Suppression of criminal record can disqualify lawmakers: SC

  • Satya Prakash, Hindustan Times, New Delhi
  • Updated: Feb 06, 2015 02:49 IST

The Supreme Court ruled on Thursday that a lawmaker’s election could be cancelled if he or she suppressed information about a criminal record, in what experts see as a landmark judgement towards eradication of criminalisation of politics.

The verdict comes barely two days before the Delhi assembly elections in which the BJP and Aam Aadmi Party are locked in a tight contest.

“A voter is entitled to have an informed choice,” a bench headed by Justice Dipak Misra said. “No candidate is entitled to destroy the sacredness of election by indulging in undue influence.”

The apex court that has passed a series of verdicts on electoral reforms since July 2013 held that such suppression of information would amount to corrupt practice under Section 100(1)(b) of the Representation of the People Act, 1951 – a ground for setting aside an election.

Declaring “purity of election” as a “categorical imperative”, the bench noted that this was needed to end criminalisation of politics and corruption in public life.

“A voter who is not satisfied with any of the candidates...can opt not to vote for any candidate,” the court said.

The Supreme Court ruled in 2013 that elected lawmakers would stand disqualified if convicted by a court and sentenced to two years of imprisonment or more.

AIADMK chief J Jayalalithaa stepped down as chief minister of Tamil Nadu in September last year in line with that order after she was found guilty in a corruption case.
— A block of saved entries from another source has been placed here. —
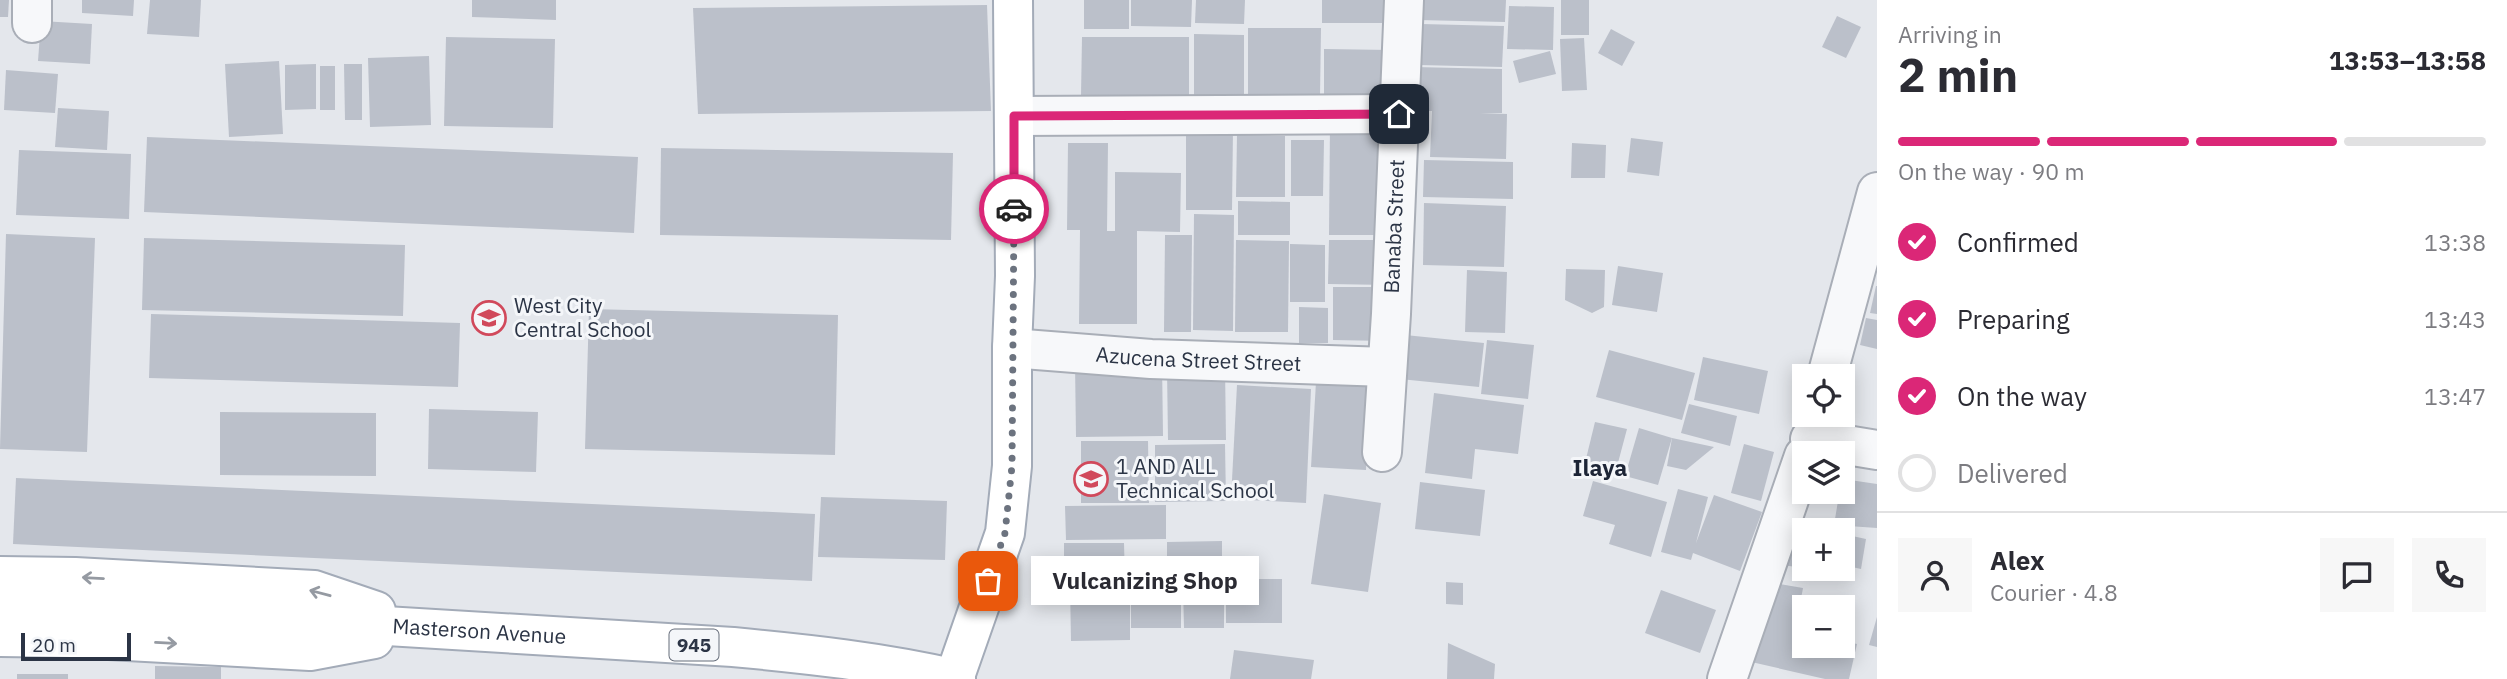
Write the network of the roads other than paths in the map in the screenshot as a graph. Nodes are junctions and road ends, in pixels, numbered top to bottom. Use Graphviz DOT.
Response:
graph roads {
  1 [pos="1013,0"];
  2 [pos="1404,0"];
  3 [pos="1399,114"];
  4 [pos="1014,116"];
  5 [pos="1877,192"];
  6 [pos="1012,348"];
  7 [pos="1830,364"];
  8 [pos="1387,367"];
  9 [pos="1855,447"];
  10 [pos="1877,450"];
  11 [pos="1382,452"];
  12 [pos="1792,495"];
  13 [pos="0,576"];
  14 [pos="0,606"];
  15 [pos="431,629"];
  16 [pos="0,636"];
  17 [pos="1735,678"];
  18 [pos="955,679"];
  1 -- 4 [label="main road, 945"];
  2 -- 3 [label="street, Banaba Street"];
  3 -- 4 [label="street"];
  3 -- 8 [label="street, Banaba Street"];
  4 -- 6 [label="main road, 945"];
  5 -- 7 [label="street"];
  6 -- 8 [label="street, Azucena Street Street"];
  6 -- 18 [label="main road, 945"];
  8 -- 11 [label="street, Banaba Street"];
  9 -- 10 [label="street"];
  12 -- 17 [label="street"];
  15 -- 13 [label="main road, one-way"];
  14 -- 15 [label="main road, Masterson Avenue / 945"];
  16 -- 15 [label="main road, one-way"];
  15 -- 18 [label="main road, Masterson Avenue / 945"];
}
She also cannot contest elections for 10 years as part of the ruling.

Thursday’s verdict came on an appeal filed by one Krishnamoorthy who was elected president of a panchayat in Tamil Nadu’s Coimbatore district in October 2006.

The poll tribunal declared his election null and void, holding that he could not have contested as his nomination papers deserved to be rejected. The Madras high court agreed with the tribunal’s verdict.

Upholding the HC verdict, the Supreme Court said, “A voter has a fundamental right to know about the candidates contesting the elections as that is essential and a necessary concomitant for a free and fair election.”

The candidate suppressed information about certain criminal cases, including those relating to embezzlement, were not disclosed by him at the time of filing of his nomination papers.

“Concealment or suppression of this nature deprives the voters to make an informed and advised choice as a consequence of which it would come within the compartment of direct or indirect interference or attempt to interfere with the free exercise of the right to vote by the electorate, on the part of the candidate,” the bench said.

“As the candidate has the special knowledge of the pending cases where cognizance has been taken or charges have been framed and there is a non-disclosure on his part, it would amount to undue influence and, therefore, the election is to be declared null and void by the Election Tribunal under Section 100(1)(b) of the 1951 Act.”

The court said, “The requirement of a disclosure, especially the criminal antecedents, enables a voter to have an informed and instructed choice. If a voter is denied of the acquaintance to the information and deprived of the condition to be apprised of the entire gamut of criminal antecedents relating to heinous or serious offences or offence of corruption or moral turpitude, the exercise of electoral right would not be an advised one. He will be exercising his franchisee with the misinformed mind. That apart, his fundamental right to know also gets nullified.”

The question on whether it materially affected the election or not would not arise in a case of this nature, it added.